**Data provided:**
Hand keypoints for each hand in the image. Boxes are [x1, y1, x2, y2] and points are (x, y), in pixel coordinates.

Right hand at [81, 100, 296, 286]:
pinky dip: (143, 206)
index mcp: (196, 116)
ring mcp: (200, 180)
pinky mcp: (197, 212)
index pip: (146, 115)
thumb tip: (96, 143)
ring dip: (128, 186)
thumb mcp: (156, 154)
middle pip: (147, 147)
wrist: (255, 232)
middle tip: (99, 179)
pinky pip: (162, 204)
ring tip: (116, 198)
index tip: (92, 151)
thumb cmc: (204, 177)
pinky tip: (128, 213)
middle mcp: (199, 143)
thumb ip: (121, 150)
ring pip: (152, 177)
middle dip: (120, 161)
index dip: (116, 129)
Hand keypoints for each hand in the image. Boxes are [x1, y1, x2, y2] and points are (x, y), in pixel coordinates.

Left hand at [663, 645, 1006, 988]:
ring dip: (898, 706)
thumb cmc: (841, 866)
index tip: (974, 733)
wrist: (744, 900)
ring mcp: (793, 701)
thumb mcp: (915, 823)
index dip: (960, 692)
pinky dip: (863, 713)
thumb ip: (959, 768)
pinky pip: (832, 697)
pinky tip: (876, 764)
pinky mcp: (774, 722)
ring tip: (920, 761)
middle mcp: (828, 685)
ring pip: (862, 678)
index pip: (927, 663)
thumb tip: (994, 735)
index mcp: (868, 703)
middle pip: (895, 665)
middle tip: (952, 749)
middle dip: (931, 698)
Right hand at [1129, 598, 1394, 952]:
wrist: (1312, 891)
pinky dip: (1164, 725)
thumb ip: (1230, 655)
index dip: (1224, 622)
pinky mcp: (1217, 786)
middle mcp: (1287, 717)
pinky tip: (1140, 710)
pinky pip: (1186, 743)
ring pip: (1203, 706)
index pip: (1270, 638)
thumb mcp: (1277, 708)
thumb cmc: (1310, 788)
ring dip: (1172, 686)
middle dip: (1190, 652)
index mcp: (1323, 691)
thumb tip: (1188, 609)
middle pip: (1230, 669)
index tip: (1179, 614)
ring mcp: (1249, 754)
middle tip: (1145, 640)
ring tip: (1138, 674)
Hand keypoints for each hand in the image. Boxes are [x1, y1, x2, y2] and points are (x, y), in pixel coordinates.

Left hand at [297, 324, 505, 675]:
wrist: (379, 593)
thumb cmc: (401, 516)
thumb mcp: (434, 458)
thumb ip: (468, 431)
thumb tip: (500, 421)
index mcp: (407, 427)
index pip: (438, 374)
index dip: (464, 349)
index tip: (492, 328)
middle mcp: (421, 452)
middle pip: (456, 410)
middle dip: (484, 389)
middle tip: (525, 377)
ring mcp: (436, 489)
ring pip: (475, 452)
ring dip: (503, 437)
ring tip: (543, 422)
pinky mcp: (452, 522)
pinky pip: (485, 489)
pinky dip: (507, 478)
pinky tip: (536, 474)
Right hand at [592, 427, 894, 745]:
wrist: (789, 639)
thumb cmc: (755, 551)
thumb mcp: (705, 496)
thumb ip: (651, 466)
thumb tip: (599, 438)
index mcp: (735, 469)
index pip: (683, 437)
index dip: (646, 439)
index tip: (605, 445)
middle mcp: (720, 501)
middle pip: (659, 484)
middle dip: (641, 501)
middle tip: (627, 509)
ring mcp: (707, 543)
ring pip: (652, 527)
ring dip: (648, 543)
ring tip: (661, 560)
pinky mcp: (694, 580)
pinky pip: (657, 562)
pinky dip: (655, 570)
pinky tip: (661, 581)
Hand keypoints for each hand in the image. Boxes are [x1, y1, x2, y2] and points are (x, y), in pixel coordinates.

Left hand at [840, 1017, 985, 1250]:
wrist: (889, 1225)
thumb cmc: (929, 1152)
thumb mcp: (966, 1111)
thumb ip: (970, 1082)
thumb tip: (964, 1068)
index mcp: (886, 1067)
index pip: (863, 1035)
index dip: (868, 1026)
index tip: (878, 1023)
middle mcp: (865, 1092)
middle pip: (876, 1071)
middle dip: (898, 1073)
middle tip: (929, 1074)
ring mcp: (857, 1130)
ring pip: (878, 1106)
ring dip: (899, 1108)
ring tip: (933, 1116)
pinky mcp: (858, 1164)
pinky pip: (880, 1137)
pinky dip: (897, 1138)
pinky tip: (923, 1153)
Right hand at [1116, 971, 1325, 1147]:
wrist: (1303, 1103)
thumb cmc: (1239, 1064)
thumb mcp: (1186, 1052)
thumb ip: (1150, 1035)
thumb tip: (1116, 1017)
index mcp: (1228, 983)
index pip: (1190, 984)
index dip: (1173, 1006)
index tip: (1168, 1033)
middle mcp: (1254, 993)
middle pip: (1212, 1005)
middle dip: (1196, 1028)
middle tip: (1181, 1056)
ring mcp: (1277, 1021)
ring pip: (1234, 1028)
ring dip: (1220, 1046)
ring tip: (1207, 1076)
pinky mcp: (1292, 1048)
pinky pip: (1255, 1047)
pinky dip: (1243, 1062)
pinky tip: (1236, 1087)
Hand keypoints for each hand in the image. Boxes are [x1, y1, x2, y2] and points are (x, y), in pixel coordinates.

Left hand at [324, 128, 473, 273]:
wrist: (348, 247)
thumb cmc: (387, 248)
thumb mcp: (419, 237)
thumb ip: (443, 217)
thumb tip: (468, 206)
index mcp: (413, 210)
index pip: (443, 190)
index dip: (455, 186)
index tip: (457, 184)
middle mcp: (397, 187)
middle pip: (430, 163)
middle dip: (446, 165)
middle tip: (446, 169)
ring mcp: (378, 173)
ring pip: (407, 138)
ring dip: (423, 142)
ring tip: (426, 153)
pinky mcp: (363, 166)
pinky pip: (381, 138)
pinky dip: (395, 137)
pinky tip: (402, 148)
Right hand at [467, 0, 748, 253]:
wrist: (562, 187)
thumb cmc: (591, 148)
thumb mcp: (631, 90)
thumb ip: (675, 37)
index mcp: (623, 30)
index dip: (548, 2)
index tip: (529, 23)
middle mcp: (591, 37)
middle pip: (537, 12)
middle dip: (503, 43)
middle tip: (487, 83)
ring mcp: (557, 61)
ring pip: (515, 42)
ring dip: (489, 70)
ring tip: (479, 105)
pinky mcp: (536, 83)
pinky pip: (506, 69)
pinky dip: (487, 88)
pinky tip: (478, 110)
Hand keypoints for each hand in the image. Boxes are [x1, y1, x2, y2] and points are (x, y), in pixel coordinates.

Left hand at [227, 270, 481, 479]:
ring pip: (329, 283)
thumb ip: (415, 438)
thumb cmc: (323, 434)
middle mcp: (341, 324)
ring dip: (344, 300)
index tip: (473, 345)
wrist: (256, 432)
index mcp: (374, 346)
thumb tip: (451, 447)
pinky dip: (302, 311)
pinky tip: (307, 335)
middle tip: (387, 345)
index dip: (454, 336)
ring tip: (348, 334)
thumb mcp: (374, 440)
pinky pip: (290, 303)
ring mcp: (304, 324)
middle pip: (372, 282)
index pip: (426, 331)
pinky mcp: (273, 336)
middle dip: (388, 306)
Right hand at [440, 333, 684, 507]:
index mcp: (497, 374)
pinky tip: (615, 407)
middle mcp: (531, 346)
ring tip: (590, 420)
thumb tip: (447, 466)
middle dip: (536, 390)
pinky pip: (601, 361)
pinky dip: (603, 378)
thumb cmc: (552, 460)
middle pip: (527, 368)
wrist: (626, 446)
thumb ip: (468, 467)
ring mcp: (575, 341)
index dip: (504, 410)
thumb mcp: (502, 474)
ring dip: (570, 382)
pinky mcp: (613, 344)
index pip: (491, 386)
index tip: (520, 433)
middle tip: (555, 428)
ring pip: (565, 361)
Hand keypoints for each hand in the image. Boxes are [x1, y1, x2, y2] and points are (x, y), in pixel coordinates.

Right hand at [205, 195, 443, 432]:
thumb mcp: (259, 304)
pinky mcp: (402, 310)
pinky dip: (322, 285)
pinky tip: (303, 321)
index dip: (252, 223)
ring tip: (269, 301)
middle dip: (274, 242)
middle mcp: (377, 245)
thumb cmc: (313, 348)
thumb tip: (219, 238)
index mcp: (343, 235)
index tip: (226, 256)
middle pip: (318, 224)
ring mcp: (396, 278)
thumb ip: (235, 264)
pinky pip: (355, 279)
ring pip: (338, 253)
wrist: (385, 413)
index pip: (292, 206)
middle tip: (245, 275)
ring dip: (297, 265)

**Directions for this task:**
The entries above hold the needed span. Transcribe exactly the lines from the one with "ring dip: (1220, 1046)" to the one with "pinky tip: (478, 110)", both included.

**Solution below:**
ring dip: (1220, 1046)
ring tip: (1207, 1076)
pinky mcp: (1292, 1048)
pinky pip: (1255, 1047)
pinky dip: (1243, 1062)
pinky tip: (1236, 1087)
Hand keypoints for each hand in the image. Boxes are [x1, y1, x2, y2] and points are (x, y), in pixel coordinates.

Left hand at [324, 128, 473, 273]:
wrist: (348, 247)
thumb cmc: (387, 248)
thumb mcp: (419, 237)
thumb ip: (443, 217)
thumb tip: (468, 206)
index mcp: (413, 210)
index pip: (443, 190)
index dip: (455, 186)
index tip: (457, 184)
middle mcp: (397, 187)
middle pip: (430, 163)
middle dip: (446, 165)
middle tip: (446, 169)
ring mcp: (378, 173)
ring pip: (407, 138)
ring dip: (423, 142)
ring tip: (426, 153)
pinky mcp: (363, 166)
pinky pip: (381, 138)
pinky dip: (395, 137)
pinky tip: (402, 148)
Right hand at [467, 0, 748, 253]:
wrist: (562, 187)
thumb cmc: (591, 148)
thumb mcp: (631, 90)
thumb ip: (675, 37)
index mcp: (623, 30)
index dip: (548, 2)
index tip: (529, 23)
middle mcp: (591, 37)
middle pip: (537, 12)
middle dip: (503, 43)
middle tip: (487, 83)
ring mcp: (557, 61)
ring pip: (515, 42)
ring dip: (489, 70)
ring tip: (479, 105)
pinky mcp: (536, 83)
pinky pip: (506, 69)
pinky dip: (487, 88)
pinky tip: (478, 110)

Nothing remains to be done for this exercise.